Data records
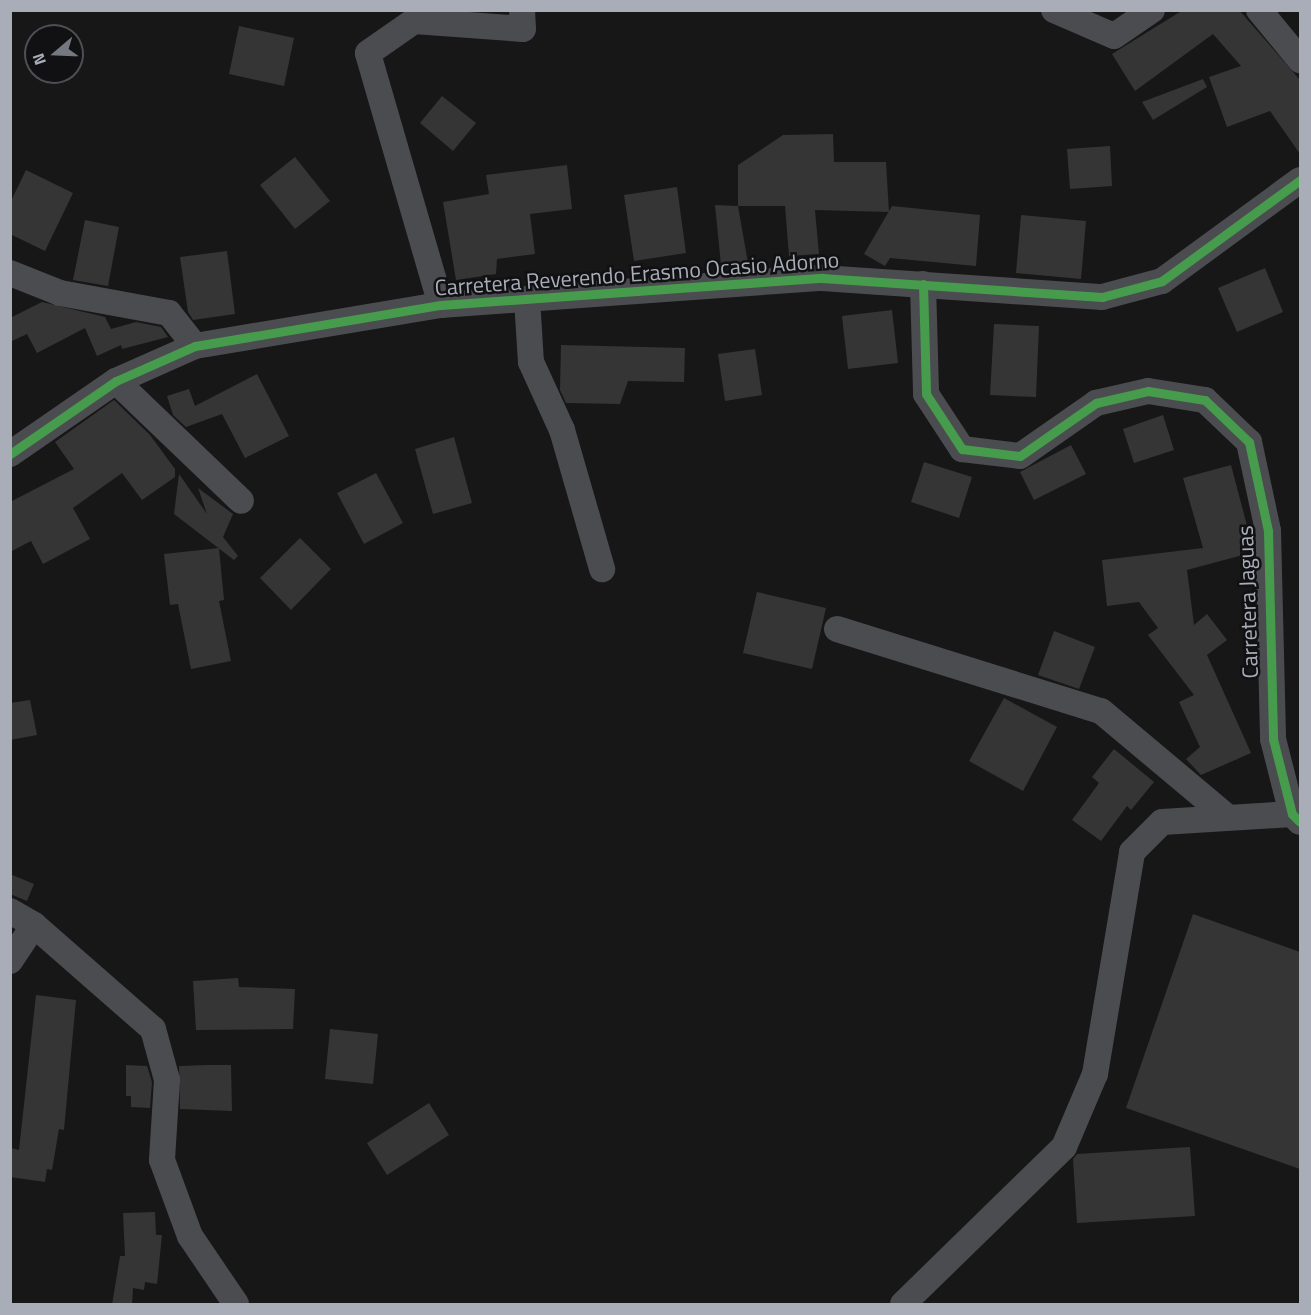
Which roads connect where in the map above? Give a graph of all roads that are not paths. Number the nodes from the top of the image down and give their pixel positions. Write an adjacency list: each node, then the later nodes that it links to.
1 (522, 10): 10 (street)
2 (1054, 10): 3 (street)
3 (1152, 10)
4 (1259, 10): 5 (street)
5 (1300, 60)
6 (1300, 180): 8 (street, Carretera Reverendo Erasmo Ocasio Adorno)
7 (10, 273): 11 (street)
8 (923, 284): 9 (street, Carretera Reverendo Erasmo Ocasio Adorno); 18 (street, Carretera Jaguas)
9 (526, 299): 10 (street, Carretera Reverendo Erasmo Ocasio Adorno); 15 (street)
10 (441, 305): 11 (street, Carretera Reverendo Erasmo Ocasio Adorno)
11 (195, 346): 12 (street, Carretera Reverendo Erasmo Ocasio Adorno)
12 (116, 381): 13 (street, Carretera Reverendo Erasmo Ocasio Adorno); 14 (street)
13 (10, 454)
14 (241, 501)
15 (602, 569)
16 (837, 629): 17 (street)
17 (1225, 815): 18 (street); 23 (street)
18 (1296, 818)
19 (10, 911): 20 (street)
20 (34, 925): 21 (street); 22 (street)
21 (10, 961)
22 (236, 1305)
23 (903, 1305)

What the exercise asks
Once the images are removed, print the remaining data exactly as it appears above.

Response to the exercise
Which roads connect where in the map above? Give a graph of all roads that are not paths. Number the nodes from the top of the image down and give their pixel positions. Write an adjacency list: each node, then the later nodes that it links to.
1 (522, 10): 10 (street)
2 (1054, 10): 3 (street)
3 (1152, 10)
4 (1259, 10): 5 (street)
5 (1300, 60)
6 (1300, 180): 8 (street, Carretera Reverendo Erasmo Ocasio Adorno)
7 (10, 273): 11 (street)
8 (923, 284): 9 (street, Carretera Reverendo Erasmo Ocasio Adorno); 18 (street, Carretera Jaguas)
9 (526, 299): 10 (street, Carretera Reverendo Erasmo Ocasio Adorno); 15 (street)
10 (441, 305): 11 (street, Carretera Reverendo Erasmo Ocasio Adorno)
11 (195, 346): 12 (street, Carretera Reverendo Erasmo Ocasio Adorno)
12 (116, 381): 13 (street, Carretera Reverendo Erasmo Ocasio Adorno); 14 (street)
13 (10, 454)
14 (241, 501)
15 (602, 569)
16 (837, 629): 17 (street)
17 (1225, 815): 18 (street); 23 (street)
18 (1296, 818)
19 (10, 911): 20 (street)
20 (34, 925): 21 (street); 22 (street)
21 (10, 961)
22 (236, 1305)
23 (903, 1305)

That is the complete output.